I bring this up because this chapter to me is one of the key chapters in all of Fleming to best understand who Bond is. Now that we are about to be blessed with a film version of CR where the producers are promising a more vulnerable Fleming-esque Bond in Daniel Craig, it will be interesting to see how the new film and subsequent other cinematic adventures portray this philosophical side of Bond. What does he believe it? What does he have faith in? Is it God? Is it his job? Is it is country? Bond obviously seems to believe in some form of good/evil belief system as shown in the equally amazing chapter “The Nature of Evil” in CR. But, the portrait Fleming paints in LALD includes sampling of ambiguity that might suggest otherwise.

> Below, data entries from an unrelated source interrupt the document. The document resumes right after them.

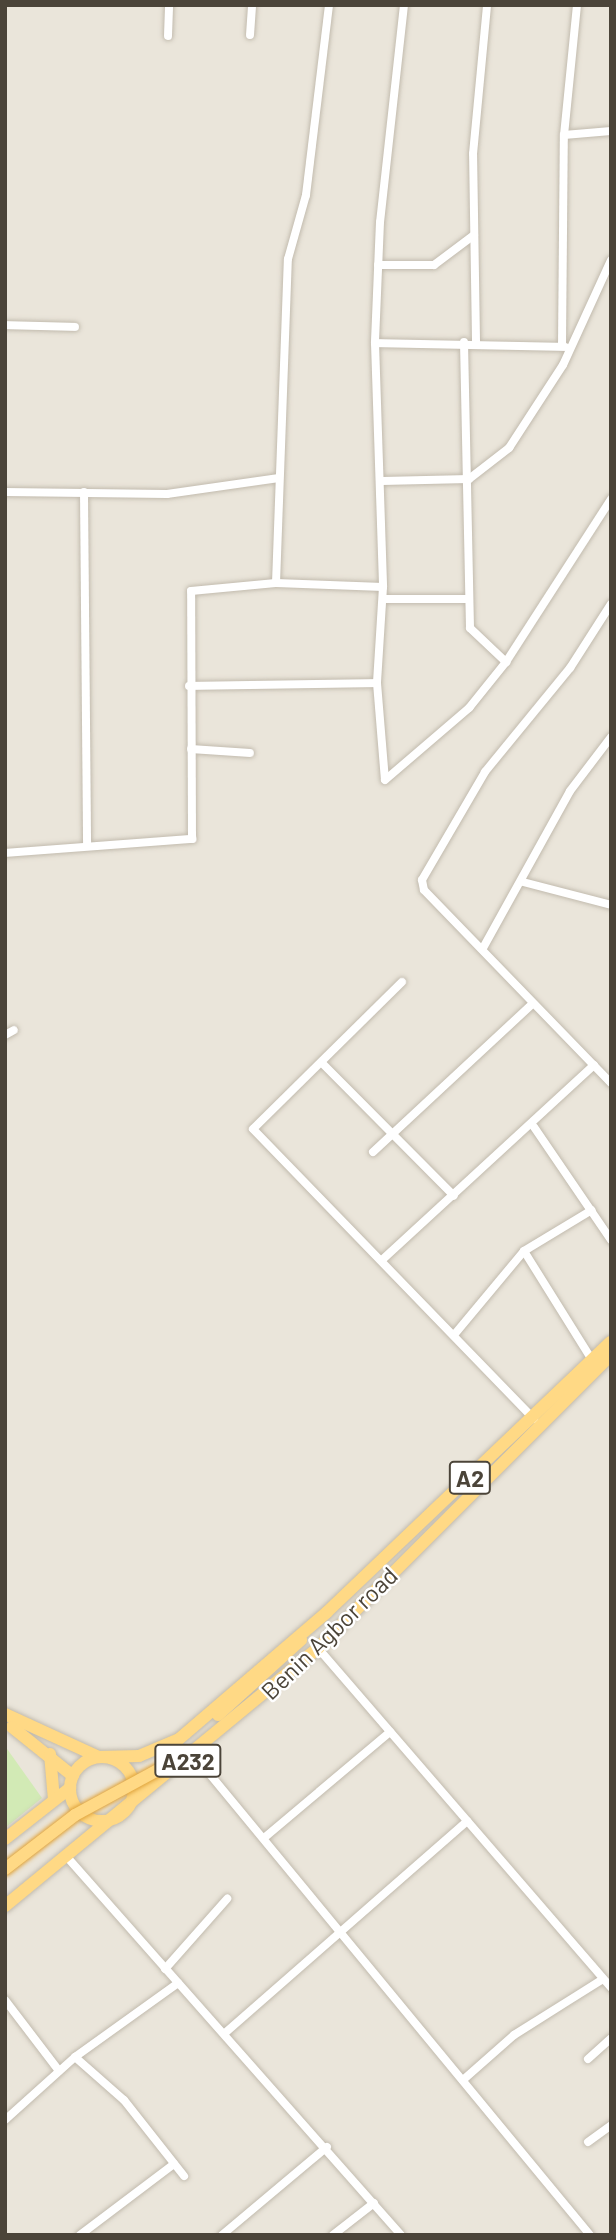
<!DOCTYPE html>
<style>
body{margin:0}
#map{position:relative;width:616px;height:2240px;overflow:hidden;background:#f6f3ec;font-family:Barlow,sans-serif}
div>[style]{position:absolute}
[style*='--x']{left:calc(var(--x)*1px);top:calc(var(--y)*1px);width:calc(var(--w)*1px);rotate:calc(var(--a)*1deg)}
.residential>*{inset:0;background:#eae5da;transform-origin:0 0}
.green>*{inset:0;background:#d2eab5}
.roads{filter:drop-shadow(0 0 2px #c2bbae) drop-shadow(0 0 2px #c2bbae)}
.minor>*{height:8px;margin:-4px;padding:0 4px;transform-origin:4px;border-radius:4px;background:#fff}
.trunk>*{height:12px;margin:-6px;padding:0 6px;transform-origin:6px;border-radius:6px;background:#ffd985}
.trunk>.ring{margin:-6px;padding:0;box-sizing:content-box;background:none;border:12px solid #ffd985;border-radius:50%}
.bridges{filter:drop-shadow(0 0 2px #e0a43c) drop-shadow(0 0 2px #e0a43c)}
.trunk-bridge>*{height:12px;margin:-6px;padding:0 6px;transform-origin:6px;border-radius:6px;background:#ffd985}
span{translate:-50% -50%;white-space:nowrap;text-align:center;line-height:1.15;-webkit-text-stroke:5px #fff;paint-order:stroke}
.shield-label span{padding:2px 5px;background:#fff;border:2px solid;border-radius:5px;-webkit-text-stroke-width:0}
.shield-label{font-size:23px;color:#4b4439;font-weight:700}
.street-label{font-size:24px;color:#4b4439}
.frame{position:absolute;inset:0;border:7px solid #4b4439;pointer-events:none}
</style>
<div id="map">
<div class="residential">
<i style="left:5px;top:5px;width:606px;height:2230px"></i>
</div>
<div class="green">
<i style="clip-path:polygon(5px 1746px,42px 1798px,5px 1828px)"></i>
</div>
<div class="roads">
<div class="minor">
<i style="--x:404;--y:5;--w:218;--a:96.3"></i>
<i style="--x:380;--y:222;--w:121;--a:92.4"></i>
<i style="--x:375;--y:343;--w:244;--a:88.1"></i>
<i style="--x:383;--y:587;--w:96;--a:93.6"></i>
<i style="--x:377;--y:683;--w:97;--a:85.3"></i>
<i style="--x:385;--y:780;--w:111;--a:-40.6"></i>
<i style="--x:469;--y:708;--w:59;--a:-51.2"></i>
<i style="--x:506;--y:662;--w:194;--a:-57.2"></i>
<i style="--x:577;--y:5;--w:131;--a:95.7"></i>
<i style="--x:564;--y:135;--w:47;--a:-4.9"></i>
<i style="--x:250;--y:35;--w:30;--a:-86"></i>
<i style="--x:168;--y:36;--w:31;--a:-88"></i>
<i style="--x:378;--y:265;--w:56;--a:0"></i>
<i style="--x:434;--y:265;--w:50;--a:-36.9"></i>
<i style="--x:5;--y:325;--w:70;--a:1.6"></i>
<i style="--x:476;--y:341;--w:187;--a:-90.9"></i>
<i style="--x:473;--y:154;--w:150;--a:-84.6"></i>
<i style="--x:464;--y:342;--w:286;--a:88.8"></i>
<i style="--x:470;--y:628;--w:50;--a:43.4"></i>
<i style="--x:375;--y:343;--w:190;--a:1.2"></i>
<i style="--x:562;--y:346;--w:211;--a:-89.5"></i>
<i style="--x:382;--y:481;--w:87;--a:-1.3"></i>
<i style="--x:469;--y:479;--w:51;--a:-37.8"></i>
<i style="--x:509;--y:448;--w:99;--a:-57"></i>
<i style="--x:563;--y:365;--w:115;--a:-65.4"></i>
<i style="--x:5;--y:492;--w:162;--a:0.7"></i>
<i style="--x:167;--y:494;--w:113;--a:-8.1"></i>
<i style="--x:84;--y:492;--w:353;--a:89.5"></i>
<i style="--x:276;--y:583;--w:324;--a:-87.9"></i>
<i style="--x:288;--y:259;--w:66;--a:-74.3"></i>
<i style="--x:306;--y:195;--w:191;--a:-83.1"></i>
<i style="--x:383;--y:599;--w:84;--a:0"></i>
<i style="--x:611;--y:604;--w:76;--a:122.6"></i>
<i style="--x:570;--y:668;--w:134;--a:129.3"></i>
<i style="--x:485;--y:772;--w:125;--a:120.3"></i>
<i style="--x:422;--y:880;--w:10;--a:79"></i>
<i style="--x:424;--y:890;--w:269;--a:45.9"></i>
<i style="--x:189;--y:686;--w:188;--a:-0.9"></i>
<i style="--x:191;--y:749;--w:59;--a:3.9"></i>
<i style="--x:5;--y:853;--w:188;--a:-4.3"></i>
<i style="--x:192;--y:839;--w:248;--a:-90.2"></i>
<i style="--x:191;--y:591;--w:85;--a:-5.4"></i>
<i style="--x:276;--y:583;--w:107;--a:2.1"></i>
<i style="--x:523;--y:882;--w:91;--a:14.6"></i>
<i style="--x:483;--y:948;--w:179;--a:-61"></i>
<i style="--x:570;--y:791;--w:68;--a:-52.8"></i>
<i style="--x:402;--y:982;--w:209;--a:135.4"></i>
<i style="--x:253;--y:1129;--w:404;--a:45.9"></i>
<i style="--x:5;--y:1035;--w:10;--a:-29"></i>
<i style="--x:322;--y:1063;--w:187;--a:45.2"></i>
<i style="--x:534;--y:1127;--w:137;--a:55.7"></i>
<i style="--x:373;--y:1152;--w:217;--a:-42.9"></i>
<i style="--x:524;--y:1251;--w:128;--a:58"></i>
<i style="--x:382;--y:1260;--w:288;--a:-42.6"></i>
<i style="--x:454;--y:1335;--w:109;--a:-50.2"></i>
<i style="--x:524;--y:1251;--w:79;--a:-31.1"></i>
<i style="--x:318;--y:1648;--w:449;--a:49.2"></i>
<i style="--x:194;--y:1755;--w:622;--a:50.48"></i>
<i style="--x:264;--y:1838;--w:165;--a:-40.1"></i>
<i style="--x:67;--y:1857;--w:504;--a:48.54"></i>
<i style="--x:165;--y:1969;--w:94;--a:-48.5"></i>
<i style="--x:5;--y:2000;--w:89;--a:52.7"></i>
<i style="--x:225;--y:2033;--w:322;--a:-41.2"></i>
<i style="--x:75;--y:2057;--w:65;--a:41.3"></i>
<i style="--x:124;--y:2100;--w:97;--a:51.7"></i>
<i style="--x:588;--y:2059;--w:31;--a:-42"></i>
<i style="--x:463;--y:2080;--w:68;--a:-41.4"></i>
<i style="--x:514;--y:2035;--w:105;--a:-32.2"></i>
<i style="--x:5;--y:2120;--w:94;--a:-42"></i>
<i style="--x:75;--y:2057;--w:127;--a:-35.7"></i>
<i style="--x:588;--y:2142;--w:29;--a:-36"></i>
<i style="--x:80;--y:2235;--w:118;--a:-37.1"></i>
<i style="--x:222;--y:2235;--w:137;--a:-40"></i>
<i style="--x:333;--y:2235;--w:52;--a:-38"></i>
</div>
<div class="trunk">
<i style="--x:5;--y:1714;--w:103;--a:24.6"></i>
<i style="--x:99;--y:1757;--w:40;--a:-1.4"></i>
<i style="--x:139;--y:1756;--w:43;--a:-23"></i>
<i style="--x:179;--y:1739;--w:195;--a:-40.6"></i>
<i style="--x:327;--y:1612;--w:392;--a:-43.6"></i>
<i style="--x:218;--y:1715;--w:112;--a:-42.1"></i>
<i style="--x:12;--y:1727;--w:78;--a:38.8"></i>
<i style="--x:50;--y:1754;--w:46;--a:85"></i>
<i class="ring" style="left:70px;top:1757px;width:52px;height:52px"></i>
<i style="--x:5;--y:1839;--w:83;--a:-38.1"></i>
<i style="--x:5;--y:1906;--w:406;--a:-39.5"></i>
<i style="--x:318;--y:1648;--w:414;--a:-45"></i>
</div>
</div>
<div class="bridges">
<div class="trunk-bridge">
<i style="--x:5;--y:1869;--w:88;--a:-37.6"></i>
<i style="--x:75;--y:1815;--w:122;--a:-28.5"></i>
</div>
</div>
<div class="shield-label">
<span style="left:470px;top:1478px">A2</span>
<span style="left:188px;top:1761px">A232</span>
</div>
<div class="street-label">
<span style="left:329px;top:1633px;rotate:-44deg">Benin Agbor road</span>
</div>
<div class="frame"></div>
</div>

And indeed, this kind of ambiguity in what Bond actually believes in (whether it be God or lady luck) makes for another interesting point. Most of the books, especially FRWL, deal with a Bond who is fallible and utterly at the will of some other entity (ie SMERSH). It is only through luck (ie Bond is lucky to have his cigarette case deflect a bullet from Grant’s gun; Bond is lucky to have escaped being blown to bits by the bomb outside the bar in CR; Bond is lucky to have decided to slip off the train at Jacksonville rather than get massacred by Mr. Big’s men on the train in LALD, etc.) that Bond escapes the villain’s traps. A lot of the Bond film aficionados claim to prefer the cinematic Bond who seems to use more his wits to get out of situations rather than rely on sheer luck (think to the scene in FRWL where Bond now uses his wits and defeats Grant using the briefcase; Bond uses his wits to escape the towing scene in FYEO, a big difference from the LALD book where Bond prepares his body for the worst possible crashing against the reef when the timed bomb destroys the boat, etc). Cinematic Bond is arguably more an active character, whereas book Bond is a passive one. And yet, I find passive Bond to be the more interesting of the two because book Bond is more thoughtful and more pensive about the nature of life and existence. It is almost as though Bond accepts his fallibility in a way that the cinematic Bond (save for a few moments here and there a la Dalton and, hopefully, Craig) would never do.
Anyway, please post if you have any thoughts! Now that’s done, it’s time to get back to my law books (sigh!).